## [Assignment]
Would you please print the data a second time, exactly as it stands?

## [Material provided]
╔══

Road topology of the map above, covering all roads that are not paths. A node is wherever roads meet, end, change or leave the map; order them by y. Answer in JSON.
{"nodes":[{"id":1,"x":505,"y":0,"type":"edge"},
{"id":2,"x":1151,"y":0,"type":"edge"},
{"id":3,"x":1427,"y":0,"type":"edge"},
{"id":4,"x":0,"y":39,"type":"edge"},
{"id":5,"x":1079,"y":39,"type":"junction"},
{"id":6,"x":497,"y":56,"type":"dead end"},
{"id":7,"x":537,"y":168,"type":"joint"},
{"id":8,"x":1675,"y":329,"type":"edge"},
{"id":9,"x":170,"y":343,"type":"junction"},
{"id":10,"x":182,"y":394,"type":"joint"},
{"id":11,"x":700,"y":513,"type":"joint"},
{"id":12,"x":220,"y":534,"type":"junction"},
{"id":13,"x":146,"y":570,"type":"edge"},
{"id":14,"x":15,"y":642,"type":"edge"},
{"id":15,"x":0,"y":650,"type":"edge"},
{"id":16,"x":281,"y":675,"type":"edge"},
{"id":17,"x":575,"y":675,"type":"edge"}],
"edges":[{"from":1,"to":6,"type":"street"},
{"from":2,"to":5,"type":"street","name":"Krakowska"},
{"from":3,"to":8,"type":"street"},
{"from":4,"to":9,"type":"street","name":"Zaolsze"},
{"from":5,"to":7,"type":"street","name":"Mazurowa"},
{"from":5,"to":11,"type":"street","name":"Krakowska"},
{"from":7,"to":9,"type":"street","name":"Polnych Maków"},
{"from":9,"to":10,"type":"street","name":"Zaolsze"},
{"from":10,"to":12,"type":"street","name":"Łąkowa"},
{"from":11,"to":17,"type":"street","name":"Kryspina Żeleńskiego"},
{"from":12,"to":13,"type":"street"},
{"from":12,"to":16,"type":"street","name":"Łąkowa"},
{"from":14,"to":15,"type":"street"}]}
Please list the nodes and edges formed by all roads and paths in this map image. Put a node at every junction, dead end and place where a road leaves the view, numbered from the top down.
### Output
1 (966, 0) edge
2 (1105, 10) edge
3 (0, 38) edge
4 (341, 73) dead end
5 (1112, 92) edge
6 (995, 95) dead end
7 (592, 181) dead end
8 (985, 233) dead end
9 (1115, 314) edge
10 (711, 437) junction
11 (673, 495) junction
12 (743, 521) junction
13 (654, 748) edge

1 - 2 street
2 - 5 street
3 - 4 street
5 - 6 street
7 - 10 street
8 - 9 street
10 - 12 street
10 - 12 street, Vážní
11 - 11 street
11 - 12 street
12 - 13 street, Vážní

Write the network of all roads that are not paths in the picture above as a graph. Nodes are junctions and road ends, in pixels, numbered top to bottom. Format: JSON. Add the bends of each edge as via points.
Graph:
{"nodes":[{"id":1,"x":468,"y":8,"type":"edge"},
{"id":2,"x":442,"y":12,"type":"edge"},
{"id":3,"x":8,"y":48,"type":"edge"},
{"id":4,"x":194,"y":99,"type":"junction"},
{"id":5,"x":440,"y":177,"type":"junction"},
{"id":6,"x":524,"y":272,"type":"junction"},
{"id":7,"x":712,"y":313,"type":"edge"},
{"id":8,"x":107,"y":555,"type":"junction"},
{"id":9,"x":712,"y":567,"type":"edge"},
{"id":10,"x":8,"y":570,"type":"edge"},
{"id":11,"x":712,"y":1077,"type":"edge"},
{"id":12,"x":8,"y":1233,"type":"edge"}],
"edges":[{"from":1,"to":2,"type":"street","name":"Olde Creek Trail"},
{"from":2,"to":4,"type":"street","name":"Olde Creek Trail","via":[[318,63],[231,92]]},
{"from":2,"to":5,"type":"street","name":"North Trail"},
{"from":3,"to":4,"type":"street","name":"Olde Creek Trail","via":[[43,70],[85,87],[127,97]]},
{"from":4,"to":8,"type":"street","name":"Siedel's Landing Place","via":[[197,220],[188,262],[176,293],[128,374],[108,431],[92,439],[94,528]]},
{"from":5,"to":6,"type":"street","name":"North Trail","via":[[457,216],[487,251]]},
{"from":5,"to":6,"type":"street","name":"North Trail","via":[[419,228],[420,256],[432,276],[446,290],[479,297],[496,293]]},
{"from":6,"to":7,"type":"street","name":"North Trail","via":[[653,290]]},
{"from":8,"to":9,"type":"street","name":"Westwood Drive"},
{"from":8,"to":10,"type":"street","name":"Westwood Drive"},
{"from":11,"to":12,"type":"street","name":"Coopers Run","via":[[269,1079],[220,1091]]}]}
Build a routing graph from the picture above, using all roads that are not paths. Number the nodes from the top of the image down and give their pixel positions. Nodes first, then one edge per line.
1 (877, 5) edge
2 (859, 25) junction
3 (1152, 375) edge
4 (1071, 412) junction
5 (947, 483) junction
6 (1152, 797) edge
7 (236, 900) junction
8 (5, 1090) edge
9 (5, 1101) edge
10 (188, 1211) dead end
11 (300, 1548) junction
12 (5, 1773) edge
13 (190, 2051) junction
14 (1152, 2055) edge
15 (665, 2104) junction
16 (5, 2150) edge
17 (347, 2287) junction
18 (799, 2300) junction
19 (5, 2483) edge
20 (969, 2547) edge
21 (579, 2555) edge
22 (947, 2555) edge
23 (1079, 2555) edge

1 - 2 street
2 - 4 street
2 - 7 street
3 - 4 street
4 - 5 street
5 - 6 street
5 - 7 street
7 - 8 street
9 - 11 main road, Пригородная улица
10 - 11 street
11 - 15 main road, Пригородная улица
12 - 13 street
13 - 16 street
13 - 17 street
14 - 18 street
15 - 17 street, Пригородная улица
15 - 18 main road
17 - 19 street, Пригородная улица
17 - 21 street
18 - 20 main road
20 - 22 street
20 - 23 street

╚══

## [Your response]
Road topology of the map above, covering all roads that are not paths. A node is wherever roads meet, end, change or leave the map; order them by y. Answer in JSON.
{"nodes":[{"id":1,"x":505,"y":0,"type":"edge"},
{"id":2,"x":1151,"y":0,"type":"edge"},
{"id":3,"x":1427,"y":0,"type":"edge"},
{"id":4,"x":0,"y":39,"type":"edge"},
{"id":5,"x":1079,"y":39,"type":"junction"},
{"id":6,"x":497,"y":56,"type":"dead end"},
{"id":7,"x":537,"y":168,"type":"joint"},
{"id":8,"x":1675,"y":329,"type":"edge"},
{"id":9,"x":170,"y":343,"type":"junction"},
{"id":10,"x":182,"y":394,"type":"joint"},
{"id":11,"x":700,"y":513,"type":"joint"},
{"id":12,"x":220,"y":534,"type":"junction"},
{"id":13,"x":146,"y":570,"type":"edge"},
{"id":14,"x":15,"y":642,"type":"edge"},
{"id":15,"x":0,"y":650,"type":"edge"},
{"id":16,"x":281,"y":675,"type":"edge"},
{"id":17,"x":575,"y":675,"type":"edge"}],
"edges":[{"from":1,"to":6,"type":"street"},
{"from":2,"to":5,"type":"street","name":"Krakowska"},
{"from":3,"to":8,"type":"street"},
{"from":4,"to":9,"type":"street","name":"Zaolsze"},
{"from":5,"to":7,"type":"street","name":"Mazurowa"},
{"from":5,"to":11,"type":"street","name":"Krakowska"},
{"from":7,"to":9,"type":"street","name":"Polnych Maków"},
{"from":9,"to":10,"type":"street","name":"Zaolsze"},
{"from":10,"to":12,"type":"street","name":"Łąkowa"},
{"from":11,"to":17,"type":"street","name":"Kryspina Żeleńskiego"},
{"from":12,"to":13,"type":"street"},
{"from":12,"to":16,"type":"street","name":"Łąkowa"},
{"from":14,"to":15,"type":"street"}]}
Please list the nodes and edges formed by all roads and paths in this map image. Put a node at every junction, dead end and place where a road leaves the view, numbered from the top down.
### Output
1 (966, 0) edge
2 (1105, 10) edge
3 (0, 38) edge
4 (341, 73) dead end
5 (1112, 92) edge
6 (995, 95) dead end
7 (592, 181) dead end
8 (985, 233) dead end
9 (1115, 314) edge
10 (711, 437) junction
11 (673, 495) junction
12 (743, 521) junction
13 (654, 748) edge

1 - 2 street
2 - 5 street
3 - 4 street
5 - 6 street
7 - 10 street
8 - 9 street
10 - 12 street
10 - 12 street, Vážní
11 - 11 street
11 - 12 street
12 - 13 street, Vážní

Write the network of all roads that are not paths in the picture above as a graph. Nodes are junctions and road ends, in pixels, numbered top to bottom. Format: JSON. Add the bends of each edge as via points.
Graph:
{"nodes":[{"id":1,"x":468,"y":8,"type":"edge"},
{"id":2,"x":442,"y":12,"type":"edge"},
{"id":3,"x":8,"y":48,"type":"edge"},
{"id":4,"x":194,"y":99,"type":"junction"},
{"id":5,"x":440,"y":177,"type":"junction"},
{"id":6,"x":524,"y":272,"type":"junction"},
{"id":7,"x":712,"y":313,"type":"edge"},
{"id":8,"x":107,"y":555,"type":"junction"},
{"id":9,"x":712,"y":567,"type":"edge"},
{"id":10,"x":8,"y":570,"type":"edge"},
{"id":11,"x":712,"y":1077,"type":"edge"},
{"id":12,"x":8,"y":1233,"type":"edge"}],
"edges":[{"from":1,"to":2,"type":"street","name":"Olde Creek Trail"},
{"from":2,"to":4,"type":"street","name":"Olde Creek Trail","via":[[318,63],[231,92]]},
{"from":2,"to":5,"type":"street","name":"North Trail"},
{"from":3,"to":4,"type":"street","name":"Olde Creek Trail","via":[[43,70],[85,87],[127,97]]},
{"from":4,"to":8,"type":"street","name":"Siedel's Landing Place","via":[[197,220],[188,262],[176,293],[128,374],[108,431],[92,439],[94,528]]},
{"from":5,"to":6,"type":"street","name":"North Trail","via":[[457,216],[487,251]]},
{"from":5,"to":6,"type":"street","name":"North Trail","via":[[419,228],[420,256],[432,276],[446,290],[479,297],[496,293]]},
{"from":6,"to":7,"type":"street","name":"North Trail","via":[[653,290]]},
{"from":8,"to":9,"type":"street","name":"Westwood Drive"},
{"from":8,"to":10,"type":"street","name":"Westwood Drive"},
{"from":11,"to":12,"type":"street","name":"Coopers Run","via":[[269,1079],[220,1091]]}]}
Build a routing graph from the picture above, using all roads that are not paths. Number the nodes from the top of the image down and give their pixel positions. Nodes first, then one edge per line.
1 (877, 5) edge
2 (859, 25) junction
3 (1152, 375) edge
4 (1071, 412) junction
5 (947, 483) junction
6 (1152, 797) edge
7 (236, 900) junction
8 (5, 1090) edge
9 (5, 1101) edge
10 (188, 1211) dead end
11 (300, 1548) junction
12 (5, 1773) edge
13 (190, 2051) junction
14 (1152, 2055) edge
15 (665, 2104) junction
16 (5, 2150) edge
17 (347, 2287) junction
18 (799, 2300) junction
19 (5, 2483) edge
20 (969, 2547) edge
21 (579, 2555) edge
22 (947, 2555) edge
23 (1079, 2555) edge

1 - 2 street
2 - 4 street
2 - 7 street
3 - 4 street
4 - 5 street
5 - 6 street
5 - 7 street
7 - 8 street
9 - 11 main road, Пригородная улица
10 - 11 street
11 - 15 main road, Пригородная улица
12 - 13 street
13 - 16 street
13 - 17 street
14 - 18 street
15 - 17 street, Пригородная улица
15 - 18 main road
17 - 19 street, Пригородная улица
17 - 21 street
18 - 20 main road
20 - 22 street
20 - 23 street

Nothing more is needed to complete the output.